Re: Shelving / Checkpointing thoughts

Posted by Paul Hammant <pa...@hammant.org>.
Perhaps easy to prototype in Python, too.

Re: Shelving / Checkpointing thoughts

Posted by Julian Foad <ju...@apache.org>.
Paul Hammant wrote:
> Delegating to libgit2 to invisibly handle: shelves, local-branches and
> pull-requests could yield a workable and flexible implementation.
> [...]

It will definitely be worth me looking into the possibilities. Thanks
for the suggestion.

- Julian

Re: Shelving / Checkpointing thoughts

Posted by Paul Hammant <pa...@hammant.org>.
Delegating to libgit2 to invisibly handle: shelves, local-branches and
pull-requests could yield a workable and flexible implementation.

Pull-requests flow back to the central repo, of course) and there
interactive and automatic workflows include: code review, classic CI,
linting and other badge-style data-points.  Those workflows of course are
the purview of other pieces of software that are triggered by Subversion.

- Paul

Re: Shelving / Checkpointing thoughts

Posted by Branko Čibej <br...@apache.org>.
On 27.08.2017 06:00, Daniel Shahaf wrote:
> Branko Čibej wrote on Sun, 27 Aug 2017 02:09 +0200:
>> On 27.08.2017 02:04, Daniel Shahaf wrote:
>>> P.S. I think brane's suggestion would make the "edit patch #2 in a 5-patch series"
>>> use-case a lot easier: diff3 is exactly the right tool for rebasing patch #3 on top
>>> of the edited #2.
>> Yes, that's one of the reasons I proposed storing whole files instead of
>> patches. Rebasing and reordering would become much simpler (although not
>> exactly "simple" if we take tree restructuring into account).
> The part with tree restructuring would "simply" require a working diff3
> implementation for tree changes.  Isn't that exactly what the tree
> conflicts work is supposed to produce?

I was wondering about that, yes. Not sure how one would combine
(un)shelving and conflict resoiltion, but clearly it must be possible
somehow.

-- Brane

Re: Shelving / Checkpointing thoughts

Posted by Daniel Shahaf <d....@daniel.shahaf.name>.
Branko Čibej wrote on Sun, 27 Aug 2017 02:09 +0200:
> On 27.08.2017 02:04, Daniel Shahaf wrote:
> > P.S. I think brane's suggestion would make the "edit patch #2 in a 5-patch series"
> > use-case a lot easier: diff3 is exactly the right tool for rebasing patch #3 on top
> > of the edited #2.
> 
> Yes, that's one of the reasons I proposed storing whole files instead of
> patches. Rebasing and reordering would become much simpler (although not
> exactly "simple" if we take tree restructuring into account).

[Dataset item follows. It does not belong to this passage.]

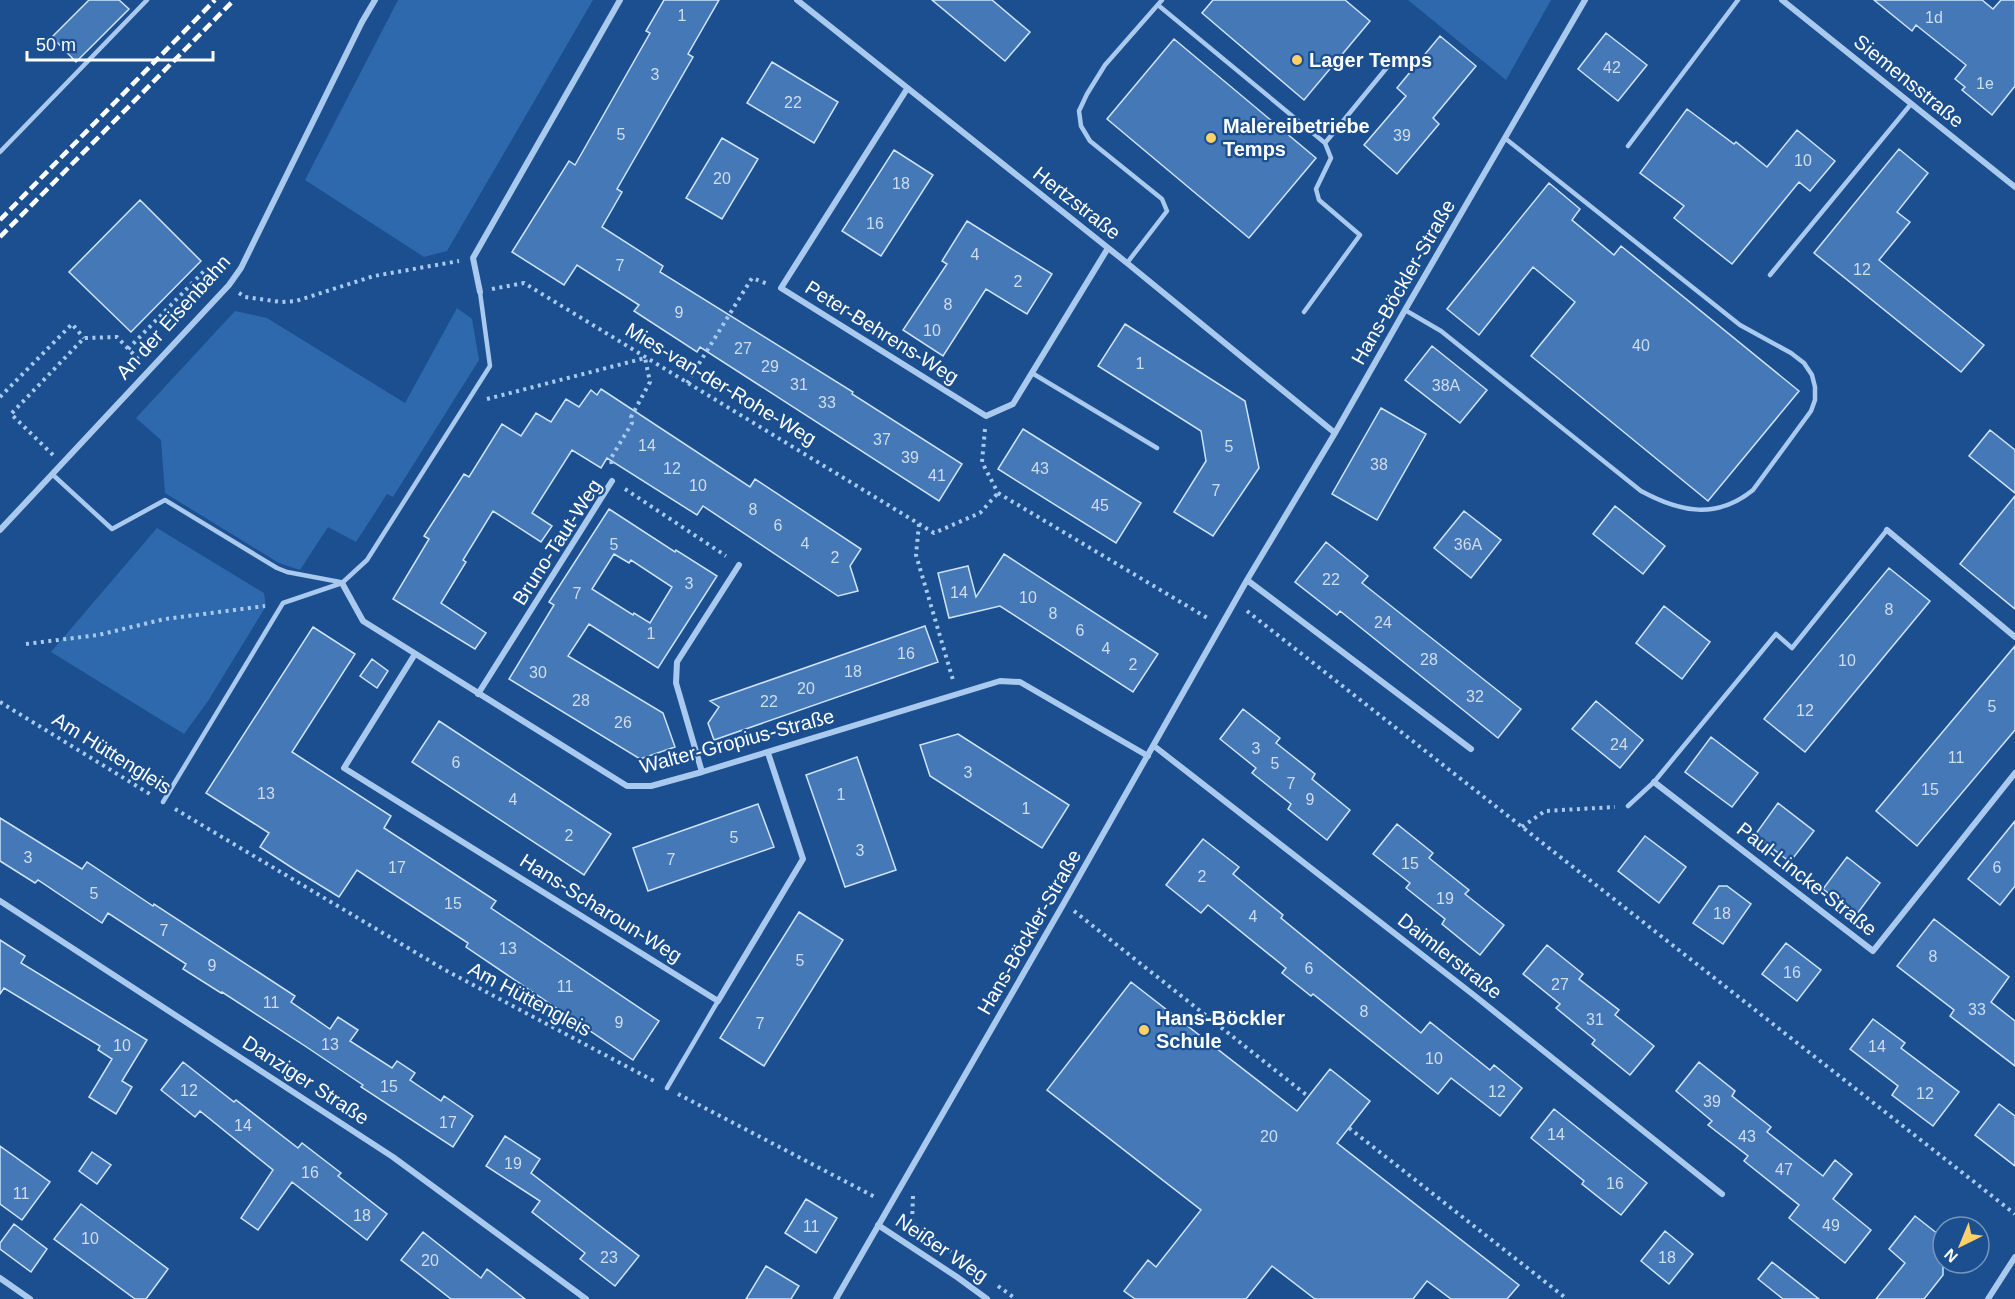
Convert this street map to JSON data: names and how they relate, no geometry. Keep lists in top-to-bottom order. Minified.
{"streets":{"street":["Siemensstraße","Hertzstraße","Hans-Böckler-Straße","An der Eisenbahn","Peter-Behrens-Weg","Bruno-Taut-Weg","Walter-Gropius-Straße","Paul-Lincke-Straße","Hans-Scharoun-Weg","Daimlerstraße","Danziger Straße","Neißer Weg"],"path":["Mies-van-der-Rohe-Weg","Am Hüttengleis"]},"crossings":[["Hertzstraße","Hans-Böckler-Straße"],["Hertzstraße","Peter-Behrens-Weg"],["Hans-Böckler-Straße","Walter-Gropius-Straße"],["Hans-Böckler-Straße","Am Hüttengleis"],["Hans-Böckler-Straße","Daimlerstraße"],["Hans-Böckler-Straße","Neißer Weg"],["Bruno-Taut-Weg","Walter-Gropius-Straße"],["Walter-Gropius-Straße","Hans-Scharoun-Weg"]],"places":["Lager Temps","Malereibetriebe Temps","Hans-Böckler Schule"],"house_numbers":["1","1d","42","3","1e","22","5","39","10","20","18","16","4","7","12","2","8","9","10","40","27","1","29","31","38A","33","37","14","5","39","38","12","43","41","10","7","45","8","6","4","5","36A","2","22","3","14","7","10","8","8","24","6","1","4","16","28","10","2","18","30","20","32","28","22","5","12","26","24","3","11","6","5","3","7","15","13","1","4","9","1","2","5","3","3","7","15","17","6","2","5","19","15","18","4","7","13","8","5","9","6","16","27","11","11","33","8","31","9","7","13","10","14","10","15","12","12","12","39","17","14","14","20","43","19","47","16","16","11","18","49","11","10","23","18","20"],"scale_bar":"50 m","north":"bottom left"}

The part with tree restructuring would "simply" require a working diff3
implementation for tree changes.  Isn't that exactly what the tree
conflicts work is supposed to produce?

Re: Shelving / Checkpointing thoughts

Posted by Branko Čibej <br...@apache.org>.
On 27.08.2017 02:04, Daniel Shahaf wrote:
> Julian Foad wrote on Fri, 25 Aug 2017 21:42 +0100:
>> Let's clarify. We can mean two possible things when we say 'a series of
>> patches':
>>
>>   1. "patch versions": a series of successively better patches, all
>> attempting the same logical thing, all from the same base, and only one
>> of which is applied at any time;
>>
>>   2. a series of patches, each providing a different logical change,
>> where each patch is based on the result of applying the previous one.
>> ("quilt" is a tool for managing path series of this kind. My 'option 3'
>> (local repository) design for checkpointing could also be used in this
>> way, in a primitive way, but would not support revising earlier patches
>> in the series which is a key strength of what "quilt" can do.)
>>
>> I am talking about definition 1 ("patch versions").
>>
>> I propose patches in a series of patch versions be named "featureA-1",
>> "featureA-2", ... (This is what I do already, manually, in my own work.)
>>
>> I propose that we should not attempt to provide any special support for
>> definition 2 within this "shelving" feature; users can manage that
>> themselves by simply remembering which feature names depend on which
>> other ones, or by including some other numbering system within the names.
> Could you explain how you see this working?  In use-case #2, later patches
> in the series typically depend on earlier patches.  I don't see how that use-case
> can be addressed if the patches are all implemented against deltas against
> the same base (for example, because if patch #2 in a 5-patch series is edited,
> all later patches would have to be regenerated).
>
> If that's not clear enough I'd be happy to elaborate.
>
> Cheers,
>
> Daniel
>
> P.S. I think brane's suggestion would make the "edit patch #2 in a 5-patch series"
> use-case a lot easier: diff3 is exactly the right tool for rebasing patch #3 on top
> of the edited #2.

Yes, that's one of the reasons I proposed storing whole files instead of
patches. Rebasing and reordering would become much simpler (although not
exactly "simple" if we take tree restructuring into account).

-- Brane

Re: Shelving / Checkpointing thoughts

Posted by Daniel Shahaf <d....@daniel.shahaf.name>.
Julian Foad wrote on Fri, 25 Aug 2017 21:42 +0100:
> Let's clarify. We can mean two possible things when we say 'a series of
> patches':
> 
>   1. "patch versions": a series of successively better patches, all
> attempting the same logical thing, all from the same base, and only one
> of which is applied at any time;
> 
>   2. a series of patches, each providing a different logical change,
> where each patch is based on the result of applying the previous one.
> ("quilt" is a tool for managing path series of this kind. My 'option 3'
> (local repository) design for checkpointing could also be used in this
> way, in a primitive way, but would not support revising earlier patches
> in the series which is a key strength of what "quilt" can do.)
> 
> I am talking about definition 1 ("patch versions").
> 
> I propose patches in a series of patch versions be named "featureA-1",
> "featureA-2", ... (This is what I do already, manually, in my own work.)
> 
> I propose that we should not attempt to provide any special support for
> definition 2 within this "shelving" feature; users can manage that
> themselves by simply remembering which feature names depend on which
> other ones, or by including some other numbering system within the names.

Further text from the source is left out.